- **WHAT IS NEEDED**
Transcribe all of the records word for word, please, omitting the pictures.
====== PROVIDED RECORDS
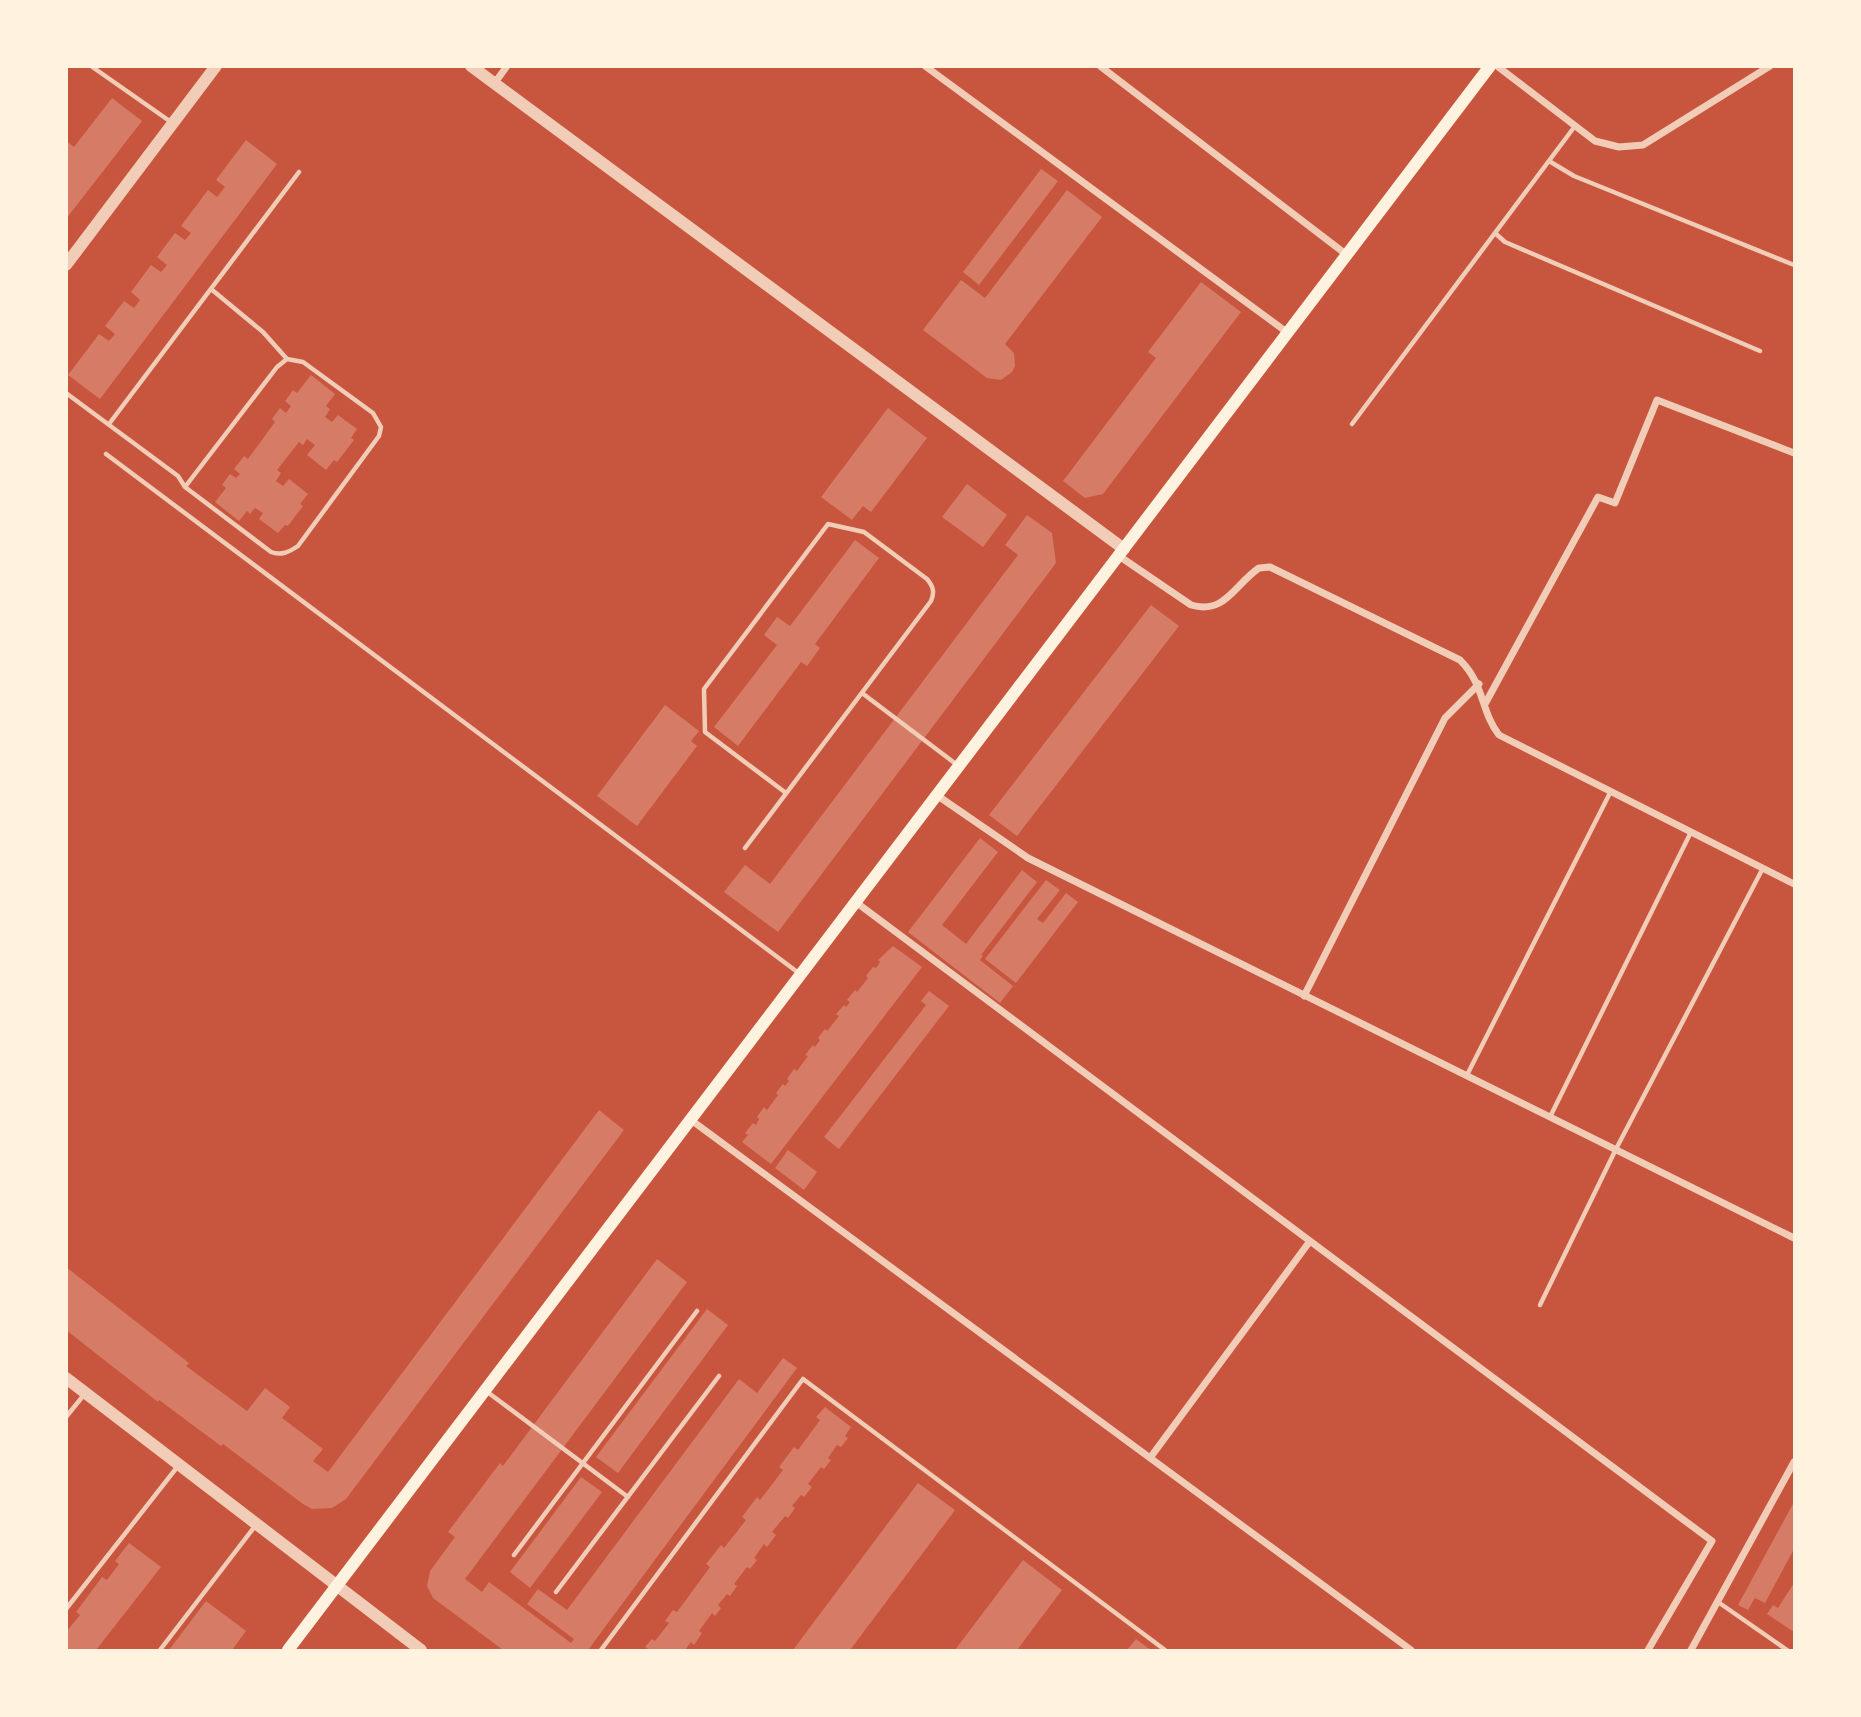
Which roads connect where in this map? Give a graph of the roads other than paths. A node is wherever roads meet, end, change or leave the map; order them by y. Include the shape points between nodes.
1 (91, 66) edge
2 (216, 66) edge
3 (471, 66) edge
4 (507, 66) edge
5 (925, 66) edge
6 (1100, 66) edge
7 (1490, 66) edge
8 (1497, 66) edge
9 (1770, 66) edge
10 (494, 84) junction
11 (173, 124) junction
12 (1575, 126) junction
13 (1549, 161) junction
14 (299, 172) dead end
15 (1495, 233) junction
16 (1347, 255) junction
17 (66, 265) edge
18 (1794, 265) edge
19 (211, 289) junction
20 (1289, 333) junction
21 (1760, 351) dead end
22 (287, 359) junction
23 (66, 393) edge
24 (109, 424) junction
25 (1352, 424) dead end
26 (1794, 453) edge
27 (106, 454) dead end
28 (185, 487) junction
29 (1122, 552) junction
30 (1479, 684) junction
31 (862, 693) junction
32 (1485, 704) junction
33 (960, 767) junction
34 (1611, 791) junction
35 (786, 793) junction
36 (938, 796) junction
37 (1691, 832) junction
38 (745, 848) dead end
39 (1763, 868) junction
40 (1794, 884) edge
41 (857, 902) junction
42 (801, 975) junction
43 (1304, 996) junction
44 (1466, 1076) junction
45 (1550, 1117) junction
46 (691, 1119) junction
47 (1616, 1149) junction
48 (1794, 1238) edge
49 (1310, 1241) junction
50 (1540, 1305) dead end
51 (697, 1311) dead end
52 (719, 1376) dead end
53 (66, 1378) edge
54 (486, 1390) junction
55 (86, 1392) junction
56 (66, 1417) edge
57 (1150, 1458) junction
58 (1794, 1462) edge
59 (583, 1463) junction
60 (180, 1465) junction
61 (628, 1497) junction
62 (256, 1524) junction
63 (514, 1555) dead end
64 (337, 1586) junction
65 (556, 1592) dead end
66 (1718, 1602) junction
67 (66, 1609) edge
68 (160, 1650) edge
69 (288, 1650) edge
70 (421, 1650) edge
71 (604, 1650) edge
72 (1165, 1650) edge
73 (1411, 1650) edge
74 (1648, 1650) edge
75 (1691, 1650) edge
76 (1787, 1650) edge

1 - 11 lane
2 - 11 street
3 - 10 street
4 - 10 street
5 - 20 street
6 - 16 street
7 - 16 main road
8 - 12 street
9 - 12 street via 1643,145 1607,145
10 - 29 street
11 - 17 street
12 - 13 lane
13 - 15 lane
13 - 18 lane via 1574,176
14 - 19 lane
15 - 21 lane via 1504,242
15 - 25 lane
16 - 20 main road
19 - 22 lane via 263,332
19 - 24 lane
20 - 29 main road
22 - 28 lane
22 - 28 lane via 303,362 373,413 381,427 379,436 298,546 290,552 271,552
23 - 24 lane
24 - 28 lane via 178,476
26 - 32 street via 1657,400 1615,503 1598,497
27 - 42 lane
29 - 30 street via 1191,605 1205,609 1219,605 1259,568 1270,567 1460,660
29 - 33 main road
30 - 32 street
30 - 43 street via 1444,718
31 - 33 lane
31 - 35 lane
31 - 35 lane via 931,601 933,589 927,579 864,532 828,524 704,689 705,732
32 - 34 street via 1499,735
33 - 36 main road
34 - 37 street
34 - 44 lane
35 - 38 lane
36 - 41 main road
36 - 43 street via 1028,858
37 - 39 street
37 - 45 lane
39 - 40 street
39 - 47 lane
41 - 42 main road
41 - 49 street
42 - 46 main road
43 - 44 street
44 - 45 street
45 - 47 street
46 - 54 main road
46 - 57 street
47 - 48 street
47 - 50 lane
49 - 57 street
49 - 74 street via 1712,1541
51 - 59 lane
52 - 61 lane
53 - 55 street
54 - 59 lane
54 - 64 main road
55 - 56 lane
55 - 60 street
57 - 73 street
58 - 66 street
59 - 61 lane
59 - 63 lane
60 - 62 street
60 - 67 lane
61 - 65 lane
62 - 64 street
62 - 68 lane
64 - 69 main road
64 - 70 street
66 - 75 street
66 - 76 lane
71 - 72 lane via 803,1379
============
- **OUTPUT BELOW**
Which roads connect where in this map? Give a graph of the roads other than paths. A node is wherever roads meet, end, change or leave the map; order them by y. Include the shape points between nodes.
1 (91, 66) edge
2 (216, 66) edge
3 (471, 66) edge
4 (507, 66) edge
5 (925, 66) edge
6 (1100, 66) edge
7 (1490, 66) edge
8 (1497, 66) edge
9 (1770, 66) edge
10 (494, 84) junction
11 (173, 124) junction
12 (1575, 126) junction
13 (1549, 161) junction
14 (299, 172) dead end
15 (1495, 233) junction
16 (1347, 255) junction
17 (66, 265) edge
18 (1794, 265) edge
19 (211, 289) junction
20 (1289, 333) junction
21 (1760, 351) dead end
22 (287, 359) junction
23 (66, 393) edge
24 (109, 424) junction
25 (1352, 424) dead end
26 (1794, 453) edge
27 (106, 454) dead end
28 (185, 487) junction
29 (1122, 552) junction
30 (1479, 684) junction
31 (862, 693) junction
32 (1485, 704) junction
33 (960, 767) junction
34 (1611, 791) junction
35 (786, 793) junction
36 (938, 796) junction
37 (1691, 832) junction
38 (745, 848) dead end
39 (1763, 868) junction
40 (1794, 884) edge
41 (857, 902) junction
42 (801, 975) junction
43 (1304, 996) junction
44 (1466, 1076) junction
45 (1550, 1117) junction
46 (691, 1119) junction
47 (1616, 1149) junction
48 (1794, 1238) edge
49 (1310, 1241) junction
50 (1540, 1305) dead end
51 (697, 1311) dead end
52 (719, 1376) dead end
53 (66, 1378) edge
54 (486, 1390) junction
55 (86, 1392) junction
56 (66, 1417) edge
57 (1150, 1458) junction
58 (1794, 1462) edge
59 (583, 1463) junction
60 (180, 1465) junction
61 (628, 1497) junction
62 (256, 1524) junction
63 (514, 1555) dead end
64 (337, 1586) junction
65 (556, 1592) dead end
66 (1718, 1602) junction
67 (66, 1609) edge
68 (160, 1650) edge
69 (288, 1650) edge
70 (421, 1650) edge
71 (604, 1650) edge
72 (1165, 1650) edge
73 (1411, 1650) edge
74 (1648, 1650) edge
75 (1691, 1650) edge
76 (1787, 1650) edge

1 - 11 lane
2 - 11 street
3 - 10 street
4 - 10 street
5 - 20 street
6 - 16 street
7 - 16 main road
8 - 12 street
9 - 12 street via 1643,145 1607,145
10 - 29 street
11 - 17 street
12 - 13 lane
13 - 15 lane
13 - 18 lane via 1574,176
14 - 19 lane
15 - 21 lane via 1504,242
15 - 25 lane
16 - 20 main road
19 - 22 lane via 263,332
19 - 24 lane
20 - 29 main road
22 - 28 lane
22 - 28 lane via 303,362 373,413 381,427 379,436 298,546 290,552 271,552
23 - 24 lane
24 - 28 lane via 178,476
26 - 32 street via 1657,400 1615,503 1598,497
27 - 42 lane
29 - 30 street via 1191,605 1205,609 1219,605 1259,568 1270,567 1460,660
29 - 33 main road
30 - 32 street
30 - 43 street via 1444,718
31 - 33 lane
31 - 35 lane
31 - 35 lane via 931,601 933,589 927,579 864,532 828,524 704,689 705,732
32 - 34 street via 1499,735
33 - 36 main road
34 - 37 street
34 - 44 lane
35 - 38 lane
36 - 41 main road
36 - 43 street via 1028,858
37 - 39 street
37 - 45 lane
39 - 40 street
39 - 47 lane
41 - 42 main road
41 - 49 street
42 - 46 main road
43 - 44 street
44 - 45 street
45 - 47 street
46 - 54 main road
46 - 57 street
47 - 48 street
47 - 50 lane
49 - 57 street
49 - 74 street via 1712,1541
51 - 59 lane
52 - 61 lane
53 - 55 street
54 - 59 lane
54 - 64 main road
55 - 56 lane
55 - 60 street
57 - 73 street
58 - 66 street
59 - 61 lane
59 - 63 lane
60 - 62 street
60 - 67 lane
61 - 65 lane
62 - 64 street
62 - 68 lane
64 - 69 main road
64 - 70 street
66 - 75 street
66 - 76 lane
71 - 72 lane via 803,1379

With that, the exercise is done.